TRY IT :: The records must be repeated exactly and in their entirety.

(Beginning of RECORD EXTRACTS)

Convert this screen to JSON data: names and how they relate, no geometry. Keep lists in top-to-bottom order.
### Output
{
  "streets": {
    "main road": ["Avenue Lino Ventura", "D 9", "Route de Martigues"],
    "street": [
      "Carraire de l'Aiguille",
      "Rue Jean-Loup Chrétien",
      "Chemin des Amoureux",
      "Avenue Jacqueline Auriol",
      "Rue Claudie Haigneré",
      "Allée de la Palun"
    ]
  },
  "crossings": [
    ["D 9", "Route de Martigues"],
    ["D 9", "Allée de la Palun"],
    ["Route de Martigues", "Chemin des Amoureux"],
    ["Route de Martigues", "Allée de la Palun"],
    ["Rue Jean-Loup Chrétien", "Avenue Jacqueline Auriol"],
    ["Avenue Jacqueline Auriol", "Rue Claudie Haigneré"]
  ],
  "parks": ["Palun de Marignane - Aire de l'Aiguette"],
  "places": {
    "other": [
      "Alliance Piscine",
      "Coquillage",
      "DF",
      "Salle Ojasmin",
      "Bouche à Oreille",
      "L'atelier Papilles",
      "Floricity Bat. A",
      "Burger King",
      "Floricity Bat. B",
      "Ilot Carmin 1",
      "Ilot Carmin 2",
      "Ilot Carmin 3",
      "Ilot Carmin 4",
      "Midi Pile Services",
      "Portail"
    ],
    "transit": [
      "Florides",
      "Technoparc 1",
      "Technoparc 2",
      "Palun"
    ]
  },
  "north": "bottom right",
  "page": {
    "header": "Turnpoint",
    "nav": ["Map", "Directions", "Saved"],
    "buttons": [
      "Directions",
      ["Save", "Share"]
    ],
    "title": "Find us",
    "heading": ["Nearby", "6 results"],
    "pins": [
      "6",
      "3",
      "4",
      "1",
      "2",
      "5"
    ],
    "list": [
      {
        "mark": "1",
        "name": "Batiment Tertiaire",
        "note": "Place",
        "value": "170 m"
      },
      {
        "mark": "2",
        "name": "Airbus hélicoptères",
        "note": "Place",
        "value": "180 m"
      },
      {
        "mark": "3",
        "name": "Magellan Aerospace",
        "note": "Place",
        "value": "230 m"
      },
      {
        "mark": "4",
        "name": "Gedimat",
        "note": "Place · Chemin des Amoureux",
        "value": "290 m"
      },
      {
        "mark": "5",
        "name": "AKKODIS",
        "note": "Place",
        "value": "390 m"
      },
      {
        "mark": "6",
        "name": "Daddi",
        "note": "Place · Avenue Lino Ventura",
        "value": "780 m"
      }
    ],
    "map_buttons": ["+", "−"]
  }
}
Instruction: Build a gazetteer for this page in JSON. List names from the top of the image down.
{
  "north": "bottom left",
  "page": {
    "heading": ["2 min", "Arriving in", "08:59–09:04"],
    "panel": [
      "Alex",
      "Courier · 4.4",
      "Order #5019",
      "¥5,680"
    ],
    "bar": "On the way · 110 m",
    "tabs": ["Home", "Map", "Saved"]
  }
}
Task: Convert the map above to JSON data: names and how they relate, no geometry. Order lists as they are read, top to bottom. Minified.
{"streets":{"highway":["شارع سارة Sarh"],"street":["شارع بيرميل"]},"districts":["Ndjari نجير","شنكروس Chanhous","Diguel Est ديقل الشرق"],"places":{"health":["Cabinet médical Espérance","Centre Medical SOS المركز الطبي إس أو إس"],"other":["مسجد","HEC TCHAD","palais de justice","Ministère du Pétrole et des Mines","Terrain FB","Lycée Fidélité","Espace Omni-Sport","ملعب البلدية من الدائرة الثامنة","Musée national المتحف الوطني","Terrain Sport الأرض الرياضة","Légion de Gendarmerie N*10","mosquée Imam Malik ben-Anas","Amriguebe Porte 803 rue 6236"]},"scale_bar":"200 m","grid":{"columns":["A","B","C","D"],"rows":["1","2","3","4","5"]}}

(End of RECORD EXTRACTS)

WRITTEN RESPONSE ::
Convert this screen to JSON data: names and how they relate, no geometry. Keep lists in top-to-bottom order.
### Output
{
  "streets": {
    "main road": ["Avenue Lino Ventura", "D 9", "Route de Martigues"],
    "street": [
      "Carraire de l'Aiguille",
      "Rue Jean-Loup Chrétien",
      "Chemin des Amoureux",
      "Avenue Jacqueline Auriol",
      "Rue Claudie Haigneré",
      "Allée de la Palun"
    ]
  },
  "crossings": [
    ["D 9", "Route de Martigues"],
    ["D 9", "Allée de la Palun"],
    ["Route de Martigues", "Chemin des Amoureux"],
    ["Route de Martigues", "Allée de la Palun"],
    ["Rue Jean-Loup Chrétien", "Avenue Jacqueline Auriol"],
    ["Avenue Jacqueline Auriol", "Rue Claudie Haigneré"]
  ],
  "parks": ["Palun de Marignane - Aire de l'Aiguette"],
  "places": {
    "other": [
      "Alliance Piscine",
      "Coquillage",
      "DF",
      "Salle Ojasmin",
      "Bouche à Oreille",
      "L'atelier Papilles",
      "Floricity Bat. A",
      "Burger King",
      "Floricity Bat. B",
      "Ilot Carmin 1",
      "Ilot Carmin 2",
      "Ilot Carmin 3",
      "Ilot Carmin 4",
      "Midi Pile Services",
      "Portail"
    ],
    "transit": [
      "Florides",
      "Technoparc 1",
      "Technoparc 2",
      "Palun"
    ]
  },
  "north": "bottom right",
  "page": {
    "header": "Turnpoint",
    "nav": ["Map", "Directions", "Saved"],
    "buttons": [
      "Directions",
      ["Save", "Share"]
    ],
    "title": "Find us",
    "heading": ["Nearby", "6 results"],
    "pins": [
      "6",
      "3",
      "4",
      "1",
      "2",
      "5"
    ],
    "list": [
      {
        "mark": "1",
        "name": "Batiment Tertiaire",
        "note": "Place",
        "value": "170 m"
      },
      {
        "mark": "2",
        "name": "Airbus hélicoptères",
        "note": "Place",
        "value": "180 m"
      },
      {
        "mark": "3",
        "name": "Magellan Aerospace",
        "note": "Place",
        "value": "230 m"
      },
      {
        "mark": "4",
        "name": "Gedimat",
        "note": "Place · Chemin des Amoureux",
        "value": "290 m"
      },
      {
        "mark": "5",
        "name": "AKKODIS",
        "note": "Place",
        "value": "390 m"
      },
      {
        "mark": "6",
        "name": "Daddi",
        "note": "Place · Avenue Lino Ventura",
        "value": "780 m"
      }
    ],
    "map_buttons": ["+", "−"]
  }
}
Instruction: Build a gazetteer for this page in JSON. List names from the top of the image down.
{
  "north": "bottom left",
  "page": {
    "heading": ["2 min", "Arriving in", "08:59–09:04"],
    "panel": [
      "Alex",
      "Courier · 4.4",
      "Order #5019",
      "¥5,680"
    ],
    "bar": "On the way · 110 m",
    "tabs": ["Home", "Map", "Saved"]
  }
}
Task: Convert the map above to JSON data: names and how they relate, no geometry. Order lists as they are read, top to bottom. Minified.
{"streets":{"highway":["شارع سارة Sarh"],"street":["شارع بيرميل"]},"districts":["Ndjari نجير","شنكروس Chanhous","Diguel Est ديقل الشرق"],"places":{"health":["Cabinet médical Espérance","Centre Medical SOS المركز الطبي إس أو إس"],"other":["مسجد","HEC TCHAD","palais de justice","Ministère du Pétrole et des Mines","Terrain FB","Lycée Fidélité","Espace Omni-Sport","ملعب البلدية من الدائرة الثامنة","Musée national المتحف الوطني","Terrain Sport الأرض الرياضة","Légion de Gendarmerie N*10","mosquée Imam Malik ben-Anas","Amriguebe Porte 803 rue 6236"]},"scale_bar":"200 m","grid":{"columns":["A","B","C","D"],"rows":["1","2","3","4","5"]}}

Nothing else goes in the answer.